INSTRUCTIONS FOR THE TASK:
A single number is the answer: the count of lines below that contain "middle".

(Human pose keypoint data)
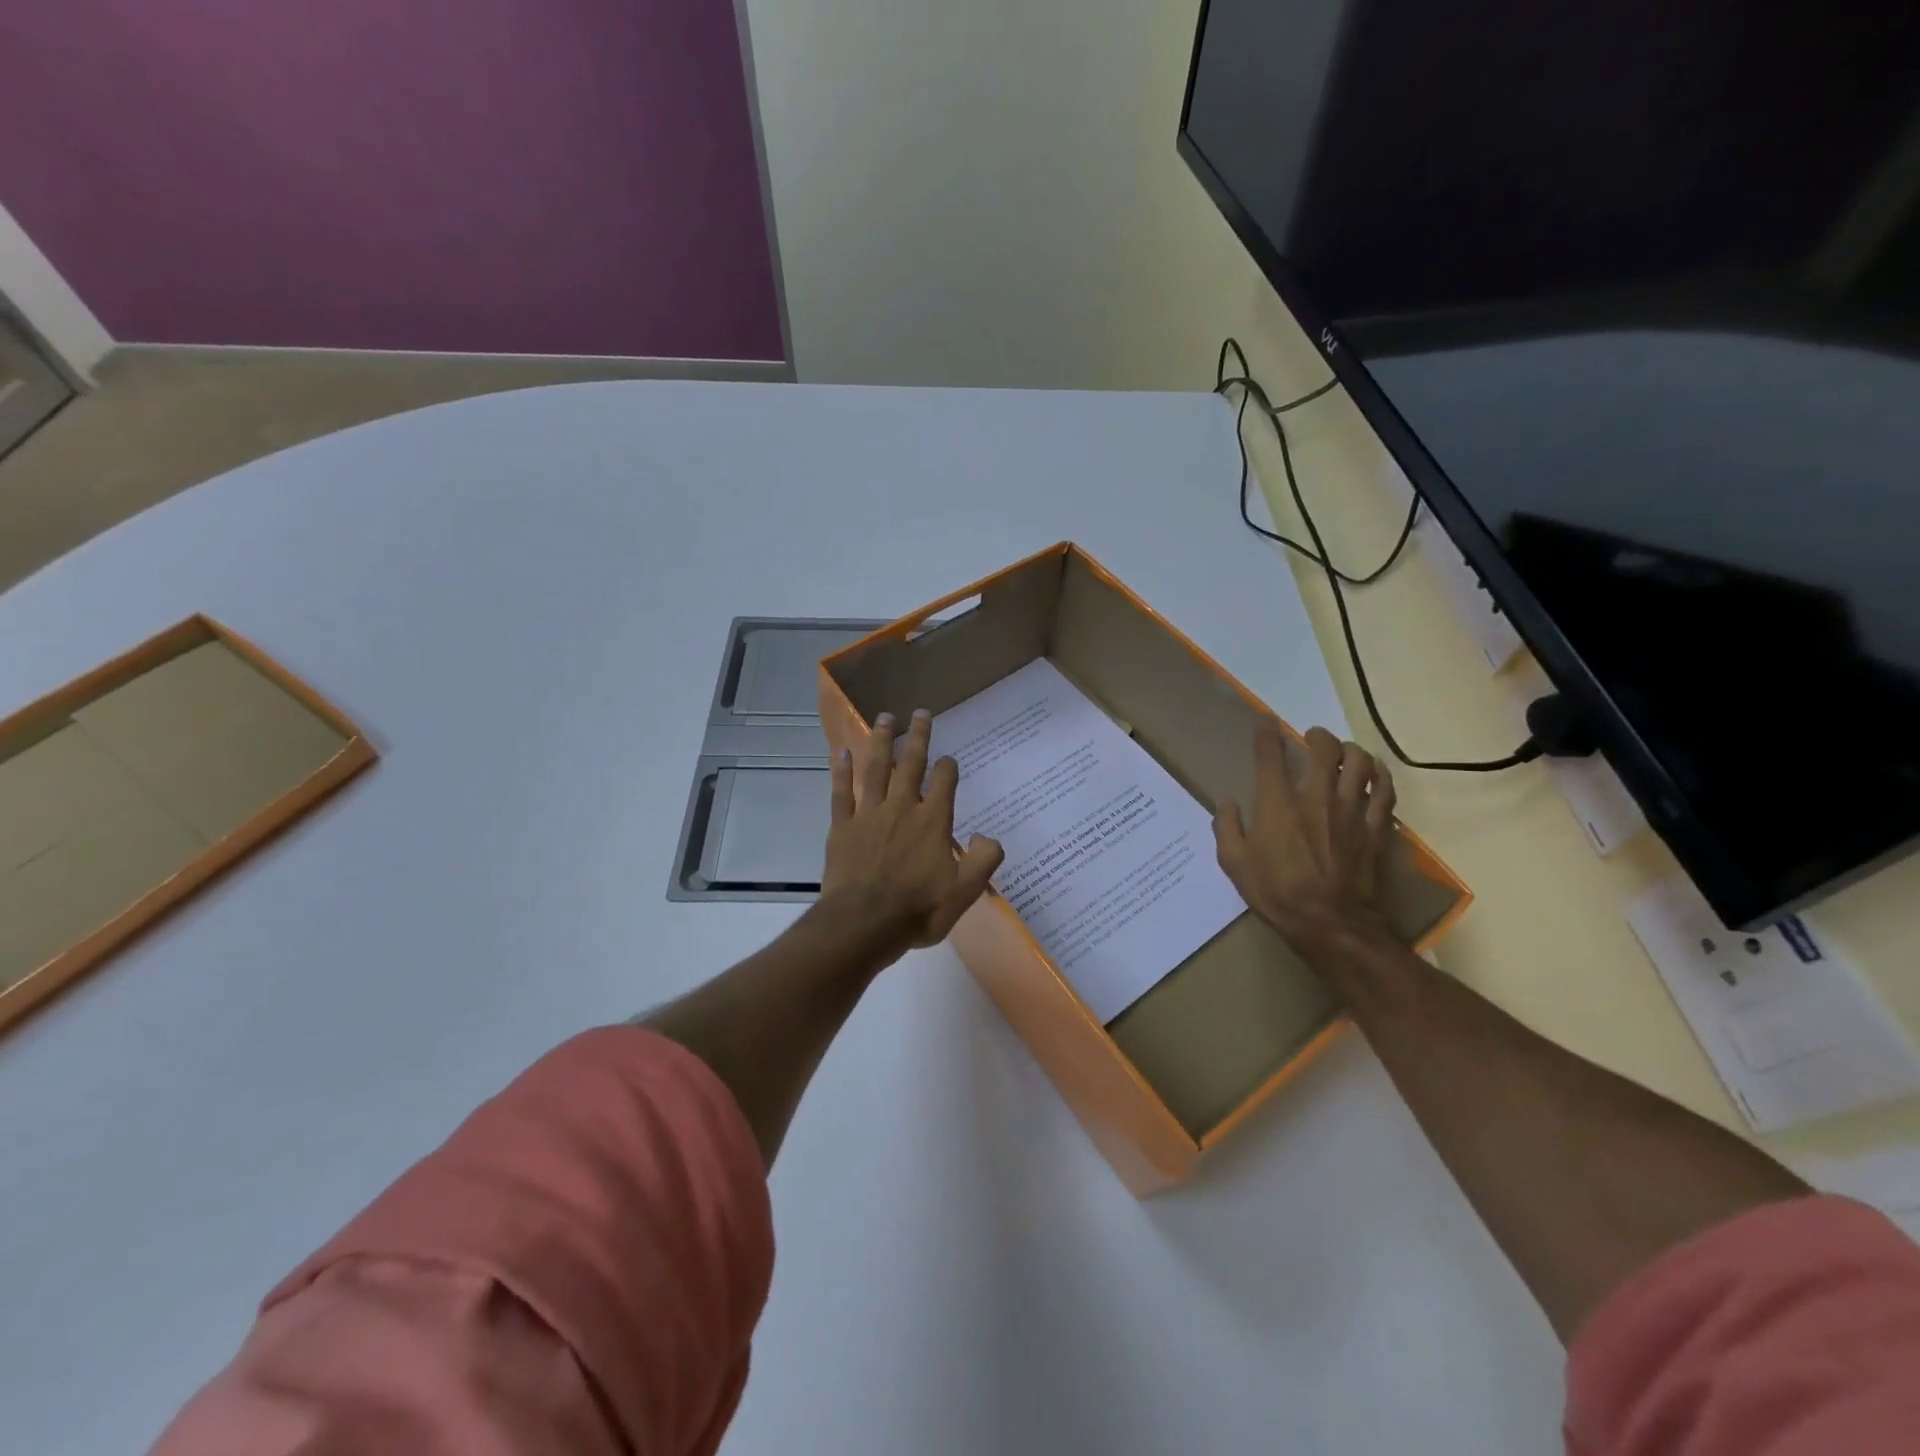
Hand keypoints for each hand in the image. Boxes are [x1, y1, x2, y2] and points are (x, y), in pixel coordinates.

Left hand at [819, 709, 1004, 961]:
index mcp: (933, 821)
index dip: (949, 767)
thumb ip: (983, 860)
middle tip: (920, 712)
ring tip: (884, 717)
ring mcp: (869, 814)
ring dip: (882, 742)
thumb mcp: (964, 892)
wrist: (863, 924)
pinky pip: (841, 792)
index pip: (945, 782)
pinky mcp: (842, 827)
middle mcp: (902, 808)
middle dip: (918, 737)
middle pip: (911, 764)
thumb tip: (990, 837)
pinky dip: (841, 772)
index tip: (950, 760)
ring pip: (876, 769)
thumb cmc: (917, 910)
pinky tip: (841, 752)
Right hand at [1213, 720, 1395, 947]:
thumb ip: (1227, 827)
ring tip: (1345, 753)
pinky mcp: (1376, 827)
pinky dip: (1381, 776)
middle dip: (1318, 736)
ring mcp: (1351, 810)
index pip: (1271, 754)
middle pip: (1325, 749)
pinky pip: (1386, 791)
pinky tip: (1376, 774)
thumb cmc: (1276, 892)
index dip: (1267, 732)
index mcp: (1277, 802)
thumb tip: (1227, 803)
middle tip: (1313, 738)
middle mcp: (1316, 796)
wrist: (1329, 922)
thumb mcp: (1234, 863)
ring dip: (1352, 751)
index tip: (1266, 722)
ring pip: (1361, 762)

YOUR RESPONSE:
8